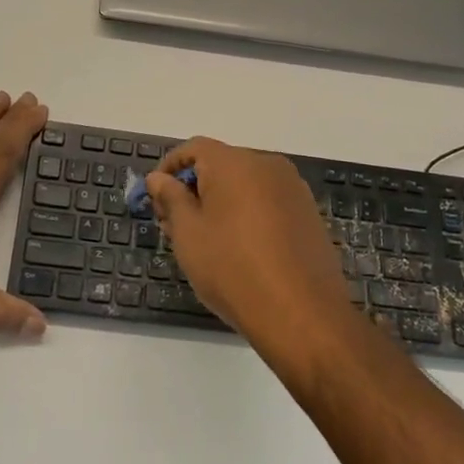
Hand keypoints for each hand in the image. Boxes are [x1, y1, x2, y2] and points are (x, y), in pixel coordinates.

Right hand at [145, 138, 353, 358]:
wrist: (301, 315)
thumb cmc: (233, 269)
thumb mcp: (188, 234)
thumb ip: (171, 198)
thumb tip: (158, 177)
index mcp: (235, 162)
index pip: (194, 148)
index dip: (169, 168)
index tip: (154, 197)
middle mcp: (267, 165)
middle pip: (221, 165)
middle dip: (193, 188)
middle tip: (173, 225)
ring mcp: (293, 189)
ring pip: (245, 185)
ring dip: (219, 202)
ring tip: (203, 241)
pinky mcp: (308, 213)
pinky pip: (267, 202)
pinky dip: (246, 214)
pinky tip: (237, 248)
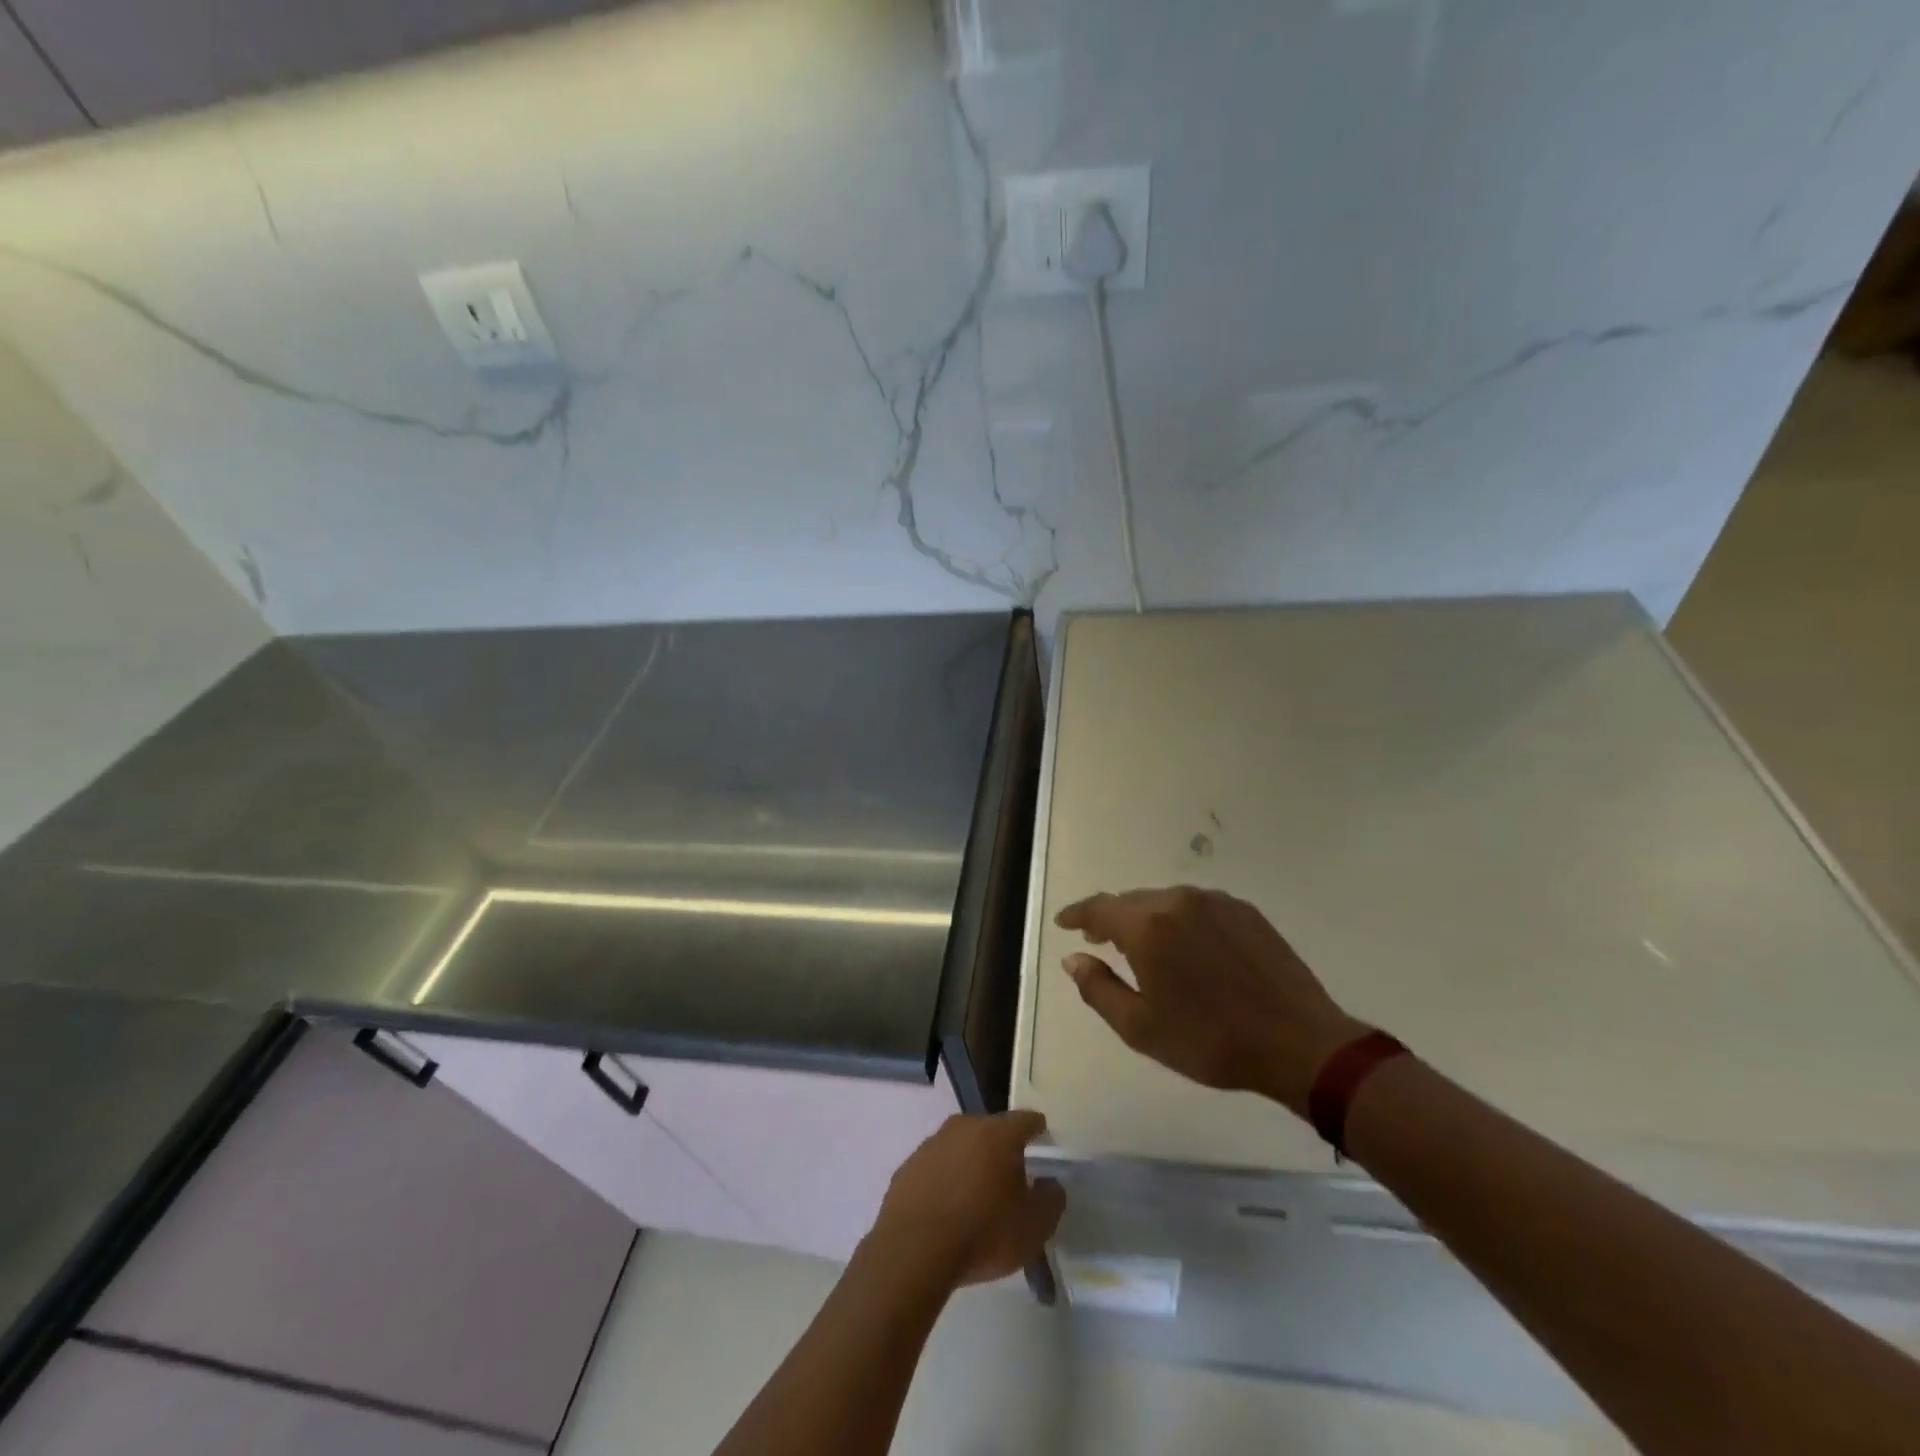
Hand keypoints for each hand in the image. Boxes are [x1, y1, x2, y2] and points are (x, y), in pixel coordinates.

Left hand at [865, 1112, 1064, 1287]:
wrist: (915, 1250)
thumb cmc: (984, 1232)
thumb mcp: (1034, 1227)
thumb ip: (1051, 1200)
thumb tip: (1051, 1184)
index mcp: (999, 1134)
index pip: (1025, 1120)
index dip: (1036, 1127)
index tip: (1042, 1134)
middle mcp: (964, 1127)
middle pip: (990, 1130)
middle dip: (1001, 1147)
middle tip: (1010, 1174)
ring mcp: (932, 1144)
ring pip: (960, 1146)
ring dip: (970, 1163)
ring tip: (976, 1195)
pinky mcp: (908, 1166)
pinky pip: (935, 1167)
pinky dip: (944, 1180)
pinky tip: (946, 1208)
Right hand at [1056, 886, 1367, 1115]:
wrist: (1299, 1042)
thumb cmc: (1211, 1041)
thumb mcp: (1141, 1028)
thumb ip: (1098, 988)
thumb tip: (1073, 959)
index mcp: (1148, 927)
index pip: (1099, 908)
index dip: (1077, 914)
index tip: (1064, 923)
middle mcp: (1178, 902)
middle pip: (1131, 901)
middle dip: (1111, 919)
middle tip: (1099, 941)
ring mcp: (1215, 902)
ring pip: (1165, 901)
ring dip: (1146, 919)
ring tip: (1144, 947)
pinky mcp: (1245, 911)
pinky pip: (1197, 906)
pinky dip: (1180, 920)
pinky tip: (1188, 947)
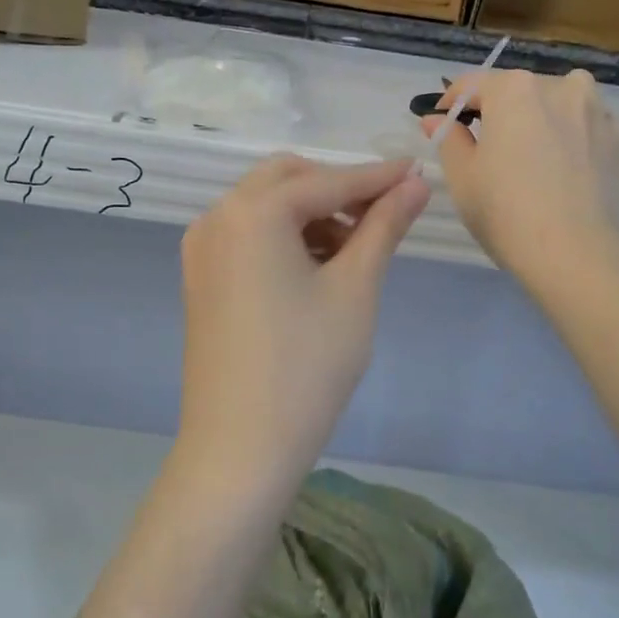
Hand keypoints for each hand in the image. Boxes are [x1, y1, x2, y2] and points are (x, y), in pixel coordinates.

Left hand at [177, 155, 428, 477]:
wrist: (240, 446)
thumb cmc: (307, 366)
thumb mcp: (355, 289)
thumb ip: (384, 226)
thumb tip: (416, 184)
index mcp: (253, 212)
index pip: (328, 181)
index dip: (377, 177)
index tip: (418, 171)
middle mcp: (217, 217)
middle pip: (287, 180)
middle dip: (338, 189)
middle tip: (383, 214)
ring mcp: (202, 248)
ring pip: (265, 207)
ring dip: (311, 213)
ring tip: (355, 250)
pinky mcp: (200, 278)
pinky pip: (247, 236)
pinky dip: (284, 237)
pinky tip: (317, 268)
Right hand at [423, 69, 618, 283]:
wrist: (577, 254)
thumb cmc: (506, 212)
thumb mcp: (462, 176)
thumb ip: (448, 138)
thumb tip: (437, 119)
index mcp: (514, 89)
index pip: (472, 85)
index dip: (451, 103)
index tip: (442, 124)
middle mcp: (559, 85)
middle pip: (516, 91)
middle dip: (497, 112)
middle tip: (483, 148)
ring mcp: (596, 109)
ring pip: (555, 103)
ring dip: (537, 119)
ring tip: (528, 156)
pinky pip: (583, 125)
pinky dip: (568, 136)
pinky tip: (561, 168)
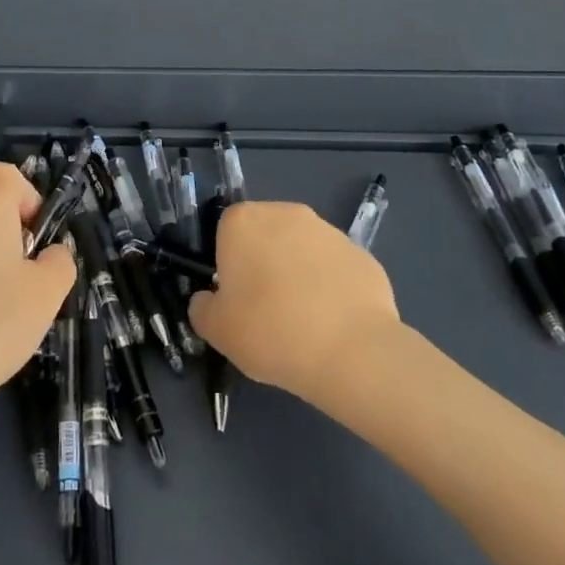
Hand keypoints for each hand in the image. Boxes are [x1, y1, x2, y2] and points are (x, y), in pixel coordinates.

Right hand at [190, 201, 399, 412]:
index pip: (226, 233)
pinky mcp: (362, 254)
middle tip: (266, 310)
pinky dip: (332, 289)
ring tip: (304, 323)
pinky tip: (334, 324)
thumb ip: (202, 308)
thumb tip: (208, 300)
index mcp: (243, 221)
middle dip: (265, 264)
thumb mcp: (216, 330)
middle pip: (266, 236)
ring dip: (300, 274)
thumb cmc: (270, 331)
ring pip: (302, 251)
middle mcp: (286, 213)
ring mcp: (329, 231)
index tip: (237, 299)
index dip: (229, 266)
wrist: (351, 351)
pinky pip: (335, 270)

────

__Action item__:
Print, from the entries above, the line with "index dip: (451, 103)", the line with "pinky tip: (561, 168)" and all lines between them, exactly and with nothing else.

__Response to the task__:
index dip: (451, 103)
index tip: (442, 124)
middle mcp: (559, 85)
middle pip: (516, 91)
middle dip: (497, 112)
middle tip: (483, 148)
ring mcp: (596, 109)
ring pip: (555, 103)
ring dip: (537, 119)
ring tip: (528, 156)
pinky pip: (583, 125)
pinky dip: (568, 136)
pinky tip: (561, 168)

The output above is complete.